---------- DATASET CONTENT ----------

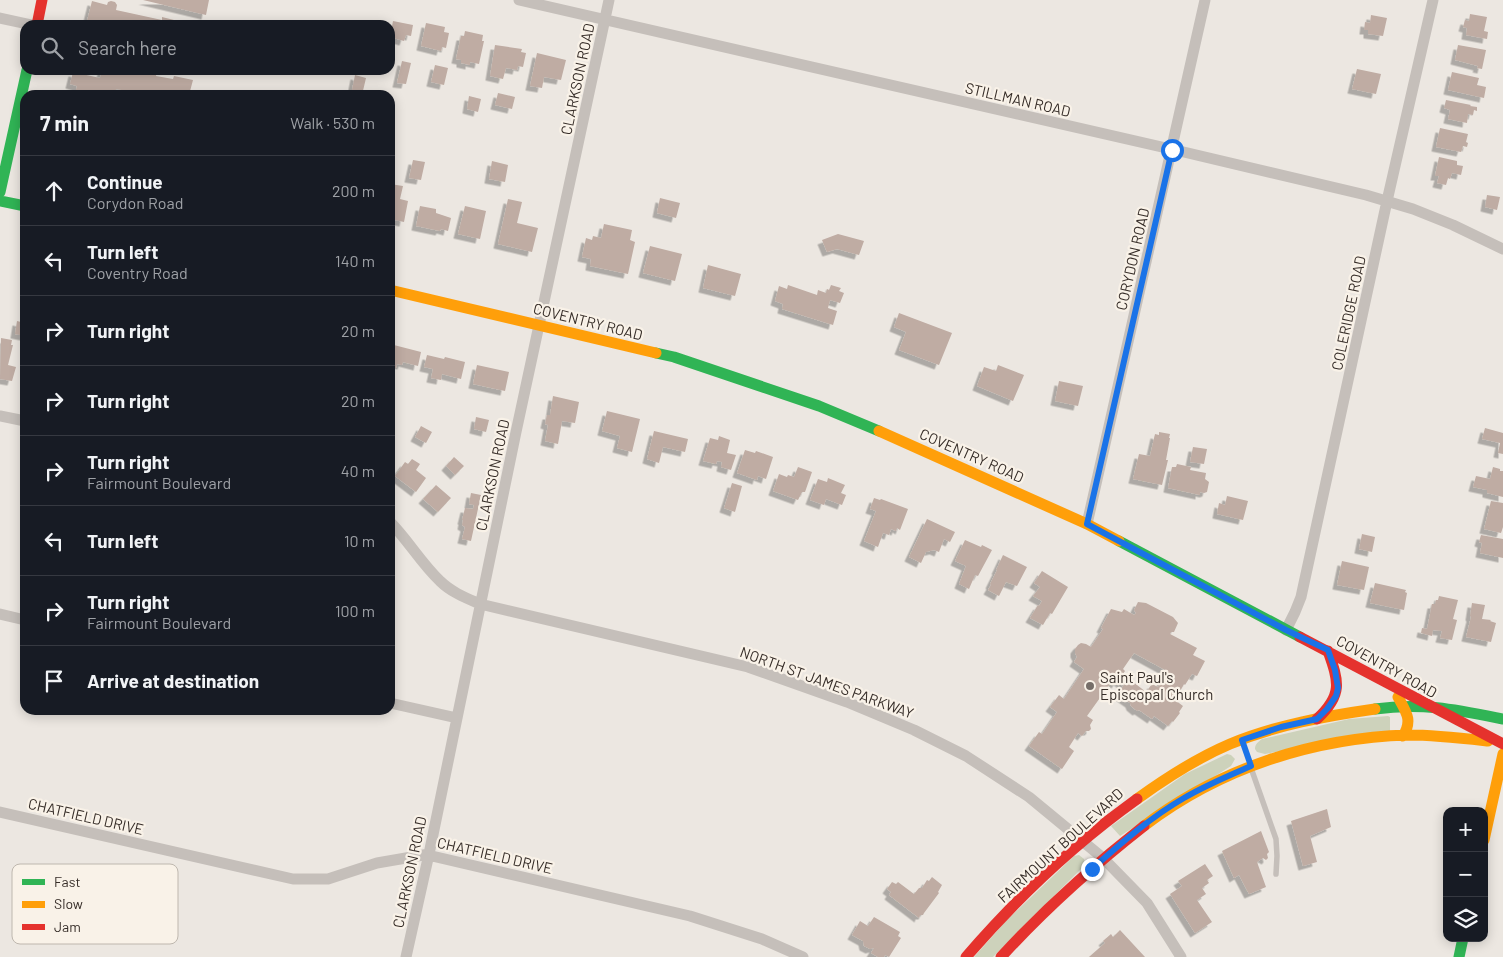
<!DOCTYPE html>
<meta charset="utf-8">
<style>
body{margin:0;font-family:Barlow,sans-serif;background:#20242c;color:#f1f3f6}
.controls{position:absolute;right:15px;bottom:15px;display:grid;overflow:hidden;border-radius:10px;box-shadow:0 2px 12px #0003}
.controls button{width:45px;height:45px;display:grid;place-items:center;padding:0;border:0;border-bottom:1px solid #363941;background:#171b24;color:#f1f3f6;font:25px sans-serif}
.stop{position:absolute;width:15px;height:15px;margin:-11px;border:4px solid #1a73e8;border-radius:50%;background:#fff}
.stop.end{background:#1a73e8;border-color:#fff;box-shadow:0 1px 5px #0008}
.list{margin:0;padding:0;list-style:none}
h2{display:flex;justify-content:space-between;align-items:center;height:65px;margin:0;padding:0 20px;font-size:21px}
h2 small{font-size:16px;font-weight:400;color:#9ea1a6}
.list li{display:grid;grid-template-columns:32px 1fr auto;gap:15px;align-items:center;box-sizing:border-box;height:70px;padding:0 20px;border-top:1px solid #363941}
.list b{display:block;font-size:19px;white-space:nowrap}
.list p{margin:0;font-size:16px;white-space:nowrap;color:#9ea1a6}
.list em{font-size:16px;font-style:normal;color:#9ea1a6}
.icon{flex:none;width:28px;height:28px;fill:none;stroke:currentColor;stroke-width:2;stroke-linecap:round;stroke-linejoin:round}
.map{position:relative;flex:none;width:1503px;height:957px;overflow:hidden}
.search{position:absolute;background:#171b24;box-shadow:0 2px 12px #0003;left:20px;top:20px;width:375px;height:55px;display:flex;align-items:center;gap:12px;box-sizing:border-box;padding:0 18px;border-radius:15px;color:#9ea1a6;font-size:19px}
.panel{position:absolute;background:#171b24;box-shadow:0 2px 12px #0003;left:20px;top:90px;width:375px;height:625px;border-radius:15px}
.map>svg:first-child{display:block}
.green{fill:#cdd2bb}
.building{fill:#bfaca3;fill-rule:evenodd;filter:url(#shadow)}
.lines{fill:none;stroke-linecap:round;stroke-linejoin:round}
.lane{stroke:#c5bfba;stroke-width:5.5}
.street{stroke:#c5bfba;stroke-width:11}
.fast{stroke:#30b455;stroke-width:11}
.slow{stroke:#ff9f0a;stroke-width:11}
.jam{stroke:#e5322d;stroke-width:11}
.route{stroke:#1a73e8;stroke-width:6}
.poi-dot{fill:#766e69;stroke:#f9f2e8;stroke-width:2}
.labels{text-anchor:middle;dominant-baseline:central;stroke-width:4.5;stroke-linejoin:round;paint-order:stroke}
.street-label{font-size:15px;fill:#362d28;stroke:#f9f2e8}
.poi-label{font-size:15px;fill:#362d28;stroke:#f9f2e8;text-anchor:start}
.key{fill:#f9f2e8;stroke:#beb7ae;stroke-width:1}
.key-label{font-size:14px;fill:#362d28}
</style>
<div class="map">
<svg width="1503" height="957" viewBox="0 0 1503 957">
<defs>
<filter id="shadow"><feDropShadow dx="-4.5" dy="4.5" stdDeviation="0" flood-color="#0004"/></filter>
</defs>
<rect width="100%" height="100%" fill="#ece7e1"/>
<path class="green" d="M1388,716L1390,717V731L1265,754L1257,752L1255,749C1255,744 1258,742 1262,739L1349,719Z
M1227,754L1231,755L1235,759L1231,766L1120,836L1111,826L1185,774Z
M1079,855L1084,859L1085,863L1083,867L993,957H974L1006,921L1074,856Z"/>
<path class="building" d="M143,0H209L206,15Z
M92,1L107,5L108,2L111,1L115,2L117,5L116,10L162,20V17L182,22V25H86Z
M1470,14L1487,17L1484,31L1488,32L1487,39L1466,35L1467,28L1463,27L1465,20L1469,21Z
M1371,15L1387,18L1383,36L1368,34V30H1364L1365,22L1370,23Z
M393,21L413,25L411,36L406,35L404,41L390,37Z
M426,23L445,27L444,32L449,33L446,48L442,47L441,51L421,46Z
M465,31L483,35L482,41H484L479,64L470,62V65L461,63V60L456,59L461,36H464Z
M495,45L522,49L521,52L526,53L523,67L518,66L517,70L506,68L503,79L490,76Z
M1458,45L1486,50L1482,69L1477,68L1478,66L1455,60Z
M537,53L566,60L561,80L544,77L542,88L530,86Z
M402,61L411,63L406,84L397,83Z
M435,65L448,68L444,85L431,82Z
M1357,69L1381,74L1376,94L1352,89Z
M102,70H112L126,75L127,70H141L151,73L152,70L157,71L156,76L173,79L174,76L193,80L189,95H121L122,90L116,89L115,95L75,94L77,86L70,84L73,72L100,78Z
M1452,72L1479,78L1477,85L1486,87L1484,98L1448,90Z
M355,75L366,78L362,95H351Z
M498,93L515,97L512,109L495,105Z
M469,96L481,99L478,112L467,109Z
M1446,100L1471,105L1470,106L1477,107V111L1474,110L1473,115L1468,114L1467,123L1448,119L1450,110L1444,108Z
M1440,128L1468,134L1466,142L1468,143L1467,147L1463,146L1461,152L1436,147Z
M1439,157L1457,161V165L1463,166L1461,175L1452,173L1450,179L1448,178L1446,185L1437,183L1439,176H1435Z
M413,160L425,162L421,180L409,178Z
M492,161L508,165L505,182L489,179Z
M390,184L403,186L400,199L408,201L404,222L390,219Z
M1487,195L1500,197L1497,210L1485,207Z
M660,198L680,203L676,218L657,213Z
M508,199L522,202L517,223L538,228L532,252L498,244Z
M420,206L436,209V213L451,218L448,231L441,229L440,231L416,226Z
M465,206L486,211L480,239L458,234Z
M604,224L632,230L630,240L635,242L628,274L590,266L591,259L582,257L586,238L592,240L593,236L601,238Z
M838,234L864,241L859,255L837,249L827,252L822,240Z
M650,246L682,254L675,281L643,273Z
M708,265L741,274L735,296L703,288Z
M788,285L817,295L818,290L826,293L827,289L829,290L831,285L841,288L839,291L844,293L840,303L830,300L828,308L837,311L833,325L782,309L783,304L775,301L779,286L787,289Z
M899,313L952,333L939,365L899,350L906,332L894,327Z
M17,321L25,323V336L15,334Z
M1,338L12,340L11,345H13L8,365L16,367L12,381L0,379Z
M390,344L421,352L418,366L403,362L402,365L397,364L396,368L390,366Z
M427,355L444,359L445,357L465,362L461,379L442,374L441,380L431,378L433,369L424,367Z
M477,365L509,372L505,391L473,384Z
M998,365L1024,375L1013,401L977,386L984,367L996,371Z
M1059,381L1083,386L1078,406L1055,401Z
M553,396L579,402L575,423L562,421L558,444L545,441L548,425L545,424L547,415H550Z
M607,411L640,419L632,452L617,448L620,436L602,431Z
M476,417L489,420L486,432L474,429Z
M421,426L432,432L426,443L415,437Z
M1485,428L1503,433V454L1498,453L1500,443L1482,439Z
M654,431L688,439L685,452L663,447L659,463L647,459Z
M1159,432L1170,434L1169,438H1170L1166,460H1168L1162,485L1133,479L1139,454L1150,456L1155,434L1159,435Z
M719,436L730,440L727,453L736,455L731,470L721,467L722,462L717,461L716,464L703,461L710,438L718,440Z
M1193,447L1207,449L1204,464L1190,462Z
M745,450L755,453L756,451L773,457L766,479L758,476L757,480L737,473Z
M454,457L464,466L455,475L446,466Z
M412,459L420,464L416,470L426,478L416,492L395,476L405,462L408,464Z
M1177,464L1191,467L1190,470L1206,473L1205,479L1209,482L1207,492L1204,493L1200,492V495L1168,488L1172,467H1176Z
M798,467L812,472L805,492H802L798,500L773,491L779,474L787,477L788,475L794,477Z
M1493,467L1500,469V471H1503V497L1487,493V490L1473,487L1476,476L1490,479Z
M828,478L845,485L841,493L846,495L842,505L826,499L824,505L810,500L818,479L827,482Z
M732,483L742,486L735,512L724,508Z
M436,485L451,498L438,512L423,499Z
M471,493L481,495L471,541L462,539L465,527L462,525L463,520H462L465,508L473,509L474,505L469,504Z
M1227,496L1248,501L1243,520L1217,514L1219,503L1225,505Z
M874,498L880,500L881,499L908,509L900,530L897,528L896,531L891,529L889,535L883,533L878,547L864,541L876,511L870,509Z
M1491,501L1503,503V527L1501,533L1484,529Z
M927,519L955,532L950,542L944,539L939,552L934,550L926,552L921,563L909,557Z
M1362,534L1375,537L1372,552L1359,549Z
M1481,535L1503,539V558L1480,553L1482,543L1479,542Z
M965,540L981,547L982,545L992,550L978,576L975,575L969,589L959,584L966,566L955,561Z
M1003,555L1027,567L1017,586L1006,582L999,596L988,590L991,585L990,584L997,570H996Z
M1342,561L1369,567L1364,590L1337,585Z
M1042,571L1068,587L1052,614L1050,613L1043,625L1030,618L1038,605L1039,606L1042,601L1033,596L1040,587L1034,583Z
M1375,583L1406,590L1405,592L1407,593L1404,610L1370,603Z
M1439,596L1458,600L1453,619L1457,620L1452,640L1440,638L1442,631L1433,630L1432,636L1421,633L1422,628L1427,629L1432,604H1435L1436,600H1438Z
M1138,602L1146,603L1173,617L1178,623L1174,632H1171L1170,634L1197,648L1193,655L1205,661L1197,676L1192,674L1185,685L1184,684L1175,700L1183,706L1179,712L1180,713L1173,722L1172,721L1168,726L1154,716L1152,719L1139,710L1137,711L1131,706L1130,703L1117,694L1124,685L1118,681L1116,684L1112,681L1087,716L1093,720L1090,725L1091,729L1089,731H1086L1082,736L1078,733L1069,747L1074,751L1062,769L1029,746L1039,732L1042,734L1057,712L1050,707L1059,695L1064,699L1084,669L1074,662L1077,657L1075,653V649L1078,645L1081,643L1086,644L1091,647L1103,629L1101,628L1111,609L1122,612L1124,609L1134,615L1136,613L1134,610ZM1134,653L1167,671L1158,687L1152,684L1146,692L1123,674L1125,671L1123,669Z
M1472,603L1485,605L1482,619L1491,620L1490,621L1496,623L1491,642L1466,637L1471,617L1470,616Z
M1327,809L1331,827L1310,836L1317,862L1303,866L1291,821Z
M1261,831L1269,852L1267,854L1268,858L1266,860L1263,858L1257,862L1266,887L1249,894L1239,875L1234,878L1222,851Z
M1205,864L1213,876L1207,880L1209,883L1202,888L1206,894L1197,900L1212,922L1195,933L1170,894L1182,886L1178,881Z
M932,877L942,885L938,892L939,893L924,913L923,915H920L919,918L889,895L891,892L887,889L892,882L896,884L898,882L914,894L919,888H922L927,880L929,881Z
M874,917L900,932L898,936L901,938L889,957L885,955L884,957H878L871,953L874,948L870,949L864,946L863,941L852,935L860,921L868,926Z
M1120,930L1145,957H1089L1105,943L1103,941L1111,934L1113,937Z"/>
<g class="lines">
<path class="lane" d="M1251,768L1276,839L1277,856L1276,874"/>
<path class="street" d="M519,0L1188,153L1366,195L1413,209L1453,225L1503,249
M0,18L32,25
M0,416L25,421
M390,522C408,540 421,563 440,581C451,592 466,598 480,604L748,667L847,702L914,730L966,756L1029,797L1103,858L1147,903L1181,957
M1087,524L1205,0
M0,614L25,620
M1286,630L1295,612L1301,597L1387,201L1433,0
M390,703L457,718
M0,812L293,879H328L377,863L429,854L432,856L690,916L762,939L803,957
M406,957L429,854L516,432L609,0"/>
<path class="fast" d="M0,192L27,70
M0,201L25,206
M656,353L674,357L819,406L879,431
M1119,541L1300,637
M1375,709C1422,702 1458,710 1503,719
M1459,957L1463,938"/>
<path class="slow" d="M390,290L656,353
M879,431L1087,524L1119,541
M1398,697C1406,712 1413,720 1403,736
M1137,799C1166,778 1197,758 1230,744C1276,725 1326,716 1375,709
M1144,826C1220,768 1313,738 1408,735C1435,735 1461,738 1488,741
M1484,840L1503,754"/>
<path class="jam" d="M37,25L42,0
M1300,637L1503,744
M1317,719C1343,695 1339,682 1328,651
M966,957C1017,898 1074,844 1137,799
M1001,957C1045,909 1093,866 1144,826"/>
</g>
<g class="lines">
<path class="route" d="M1092,869C1121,843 1151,817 1184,798C1206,785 1228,776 1251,766L1242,740L1281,727L1317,719L1327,709L1336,696L1338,688L1335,670L1328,650L1286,630L1087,524L1172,150"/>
</g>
<circle class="poi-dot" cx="1090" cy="686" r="5"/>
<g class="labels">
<g class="street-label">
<text transform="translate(577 79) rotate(-78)">CLARKSON ROAD</text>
<text transform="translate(1018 99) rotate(13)">STILLMAN ROAD</text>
<text transform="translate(1132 259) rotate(-77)">CORYDON ROAD</text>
<text transform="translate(1348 313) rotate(-78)">COLERIDGE ROAD</text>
<text transform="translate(588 321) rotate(14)">COVENTRY ROAD</text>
<text transform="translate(972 455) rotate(24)">COVENTRY ROAD</text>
<text transform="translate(492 475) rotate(-78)">CLARKSON ROAD</text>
<text transform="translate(1387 666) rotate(29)">COVENTRY ROAD</text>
<text transform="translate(827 682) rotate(20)">NORTH ST JAMES PARKWAY</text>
<text transform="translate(86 816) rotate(13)">CHATFIELD DRIVE</text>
<text transform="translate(1060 845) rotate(-42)">FAIRMOUNT BOULEVARD</text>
<text transform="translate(495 855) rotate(13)">CHATFIELD DRIVE</text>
<text transform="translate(409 872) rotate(-78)">CLARKSON ROAD</text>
</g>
<g class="poi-label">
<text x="1100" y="677">Saint Paul's<tspan x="1100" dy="17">Episcopal Church</tspan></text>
</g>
</g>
<rect x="12" y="864" width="166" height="80" rx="8" class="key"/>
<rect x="22" y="879" width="23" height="6" fill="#30b455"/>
<rect x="22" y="901" width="23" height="7" fill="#ff9f0a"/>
<rect x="22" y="924" width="23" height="6" fill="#e5322d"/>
<g class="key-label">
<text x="54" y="887">Fast</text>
<text x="54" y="909">Slow</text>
<text x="54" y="932">Jam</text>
</g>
</svg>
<div class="controls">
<button>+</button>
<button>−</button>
<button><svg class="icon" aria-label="layers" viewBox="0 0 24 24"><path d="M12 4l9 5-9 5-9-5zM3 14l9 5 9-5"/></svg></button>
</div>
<div class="stop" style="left:1172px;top:150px"></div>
<div class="stop end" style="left:1092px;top:869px"></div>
<div class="search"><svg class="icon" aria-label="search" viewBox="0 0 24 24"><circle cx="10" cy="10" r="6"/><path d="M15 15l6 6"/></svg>Search here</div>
<section class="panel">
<h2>7 min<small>Walk · 530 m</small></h2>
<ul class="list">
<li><svg class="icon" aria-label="ahead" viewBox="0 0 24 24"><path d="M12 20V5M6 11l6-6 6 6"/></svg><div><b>Continue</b><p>Corydon Road</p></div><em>200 m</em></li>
<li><svg class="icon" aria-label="left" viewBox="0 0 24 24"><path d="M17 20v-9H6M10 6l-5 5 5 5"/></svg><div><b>Turn left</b><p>Coventry Road</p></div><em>140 m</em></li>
<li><svg class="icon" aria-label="right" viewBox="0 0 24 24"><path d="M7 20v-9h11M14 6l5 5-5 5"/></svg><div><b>Turn right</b></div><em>20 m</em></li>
<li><svg class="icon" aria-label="right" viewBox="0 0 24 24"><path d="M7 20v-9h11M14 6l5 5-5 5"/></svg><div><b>Turn right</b></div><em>20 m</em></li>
<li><svg class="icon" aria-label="right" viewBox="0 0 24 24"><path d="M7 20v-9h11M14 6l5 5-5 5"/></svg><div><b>Turn right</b><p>Fairmount Boulevard</p></div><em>40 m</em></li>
<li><svg class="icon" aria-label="left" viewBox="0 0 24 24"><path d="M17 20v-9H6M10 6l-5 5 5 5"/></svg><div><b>Turn left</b></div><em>10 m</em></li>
<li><svg class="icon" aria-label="right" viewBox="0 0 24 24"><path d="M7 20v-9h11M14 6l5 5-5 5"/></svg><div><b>Turn right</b><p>Fairmount Boulevard</p></div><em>100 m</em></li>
<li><svg class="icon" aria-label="arrive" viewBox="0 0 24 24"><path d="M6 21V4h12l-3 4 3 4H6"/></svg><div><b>Arrive at destination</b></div></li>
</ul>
</section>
</div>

----------

#### WHAT THE TASK ASKS:
Find the word "nowrap" in the records. Copy every line it appears in.

#### COMPLETED EXERCISE:
.list b{display:block;font-size:19px;white-space:nowrap}
.list p{margin:0;font-size:16px;white-space:nowrap;color:#9ea1a6}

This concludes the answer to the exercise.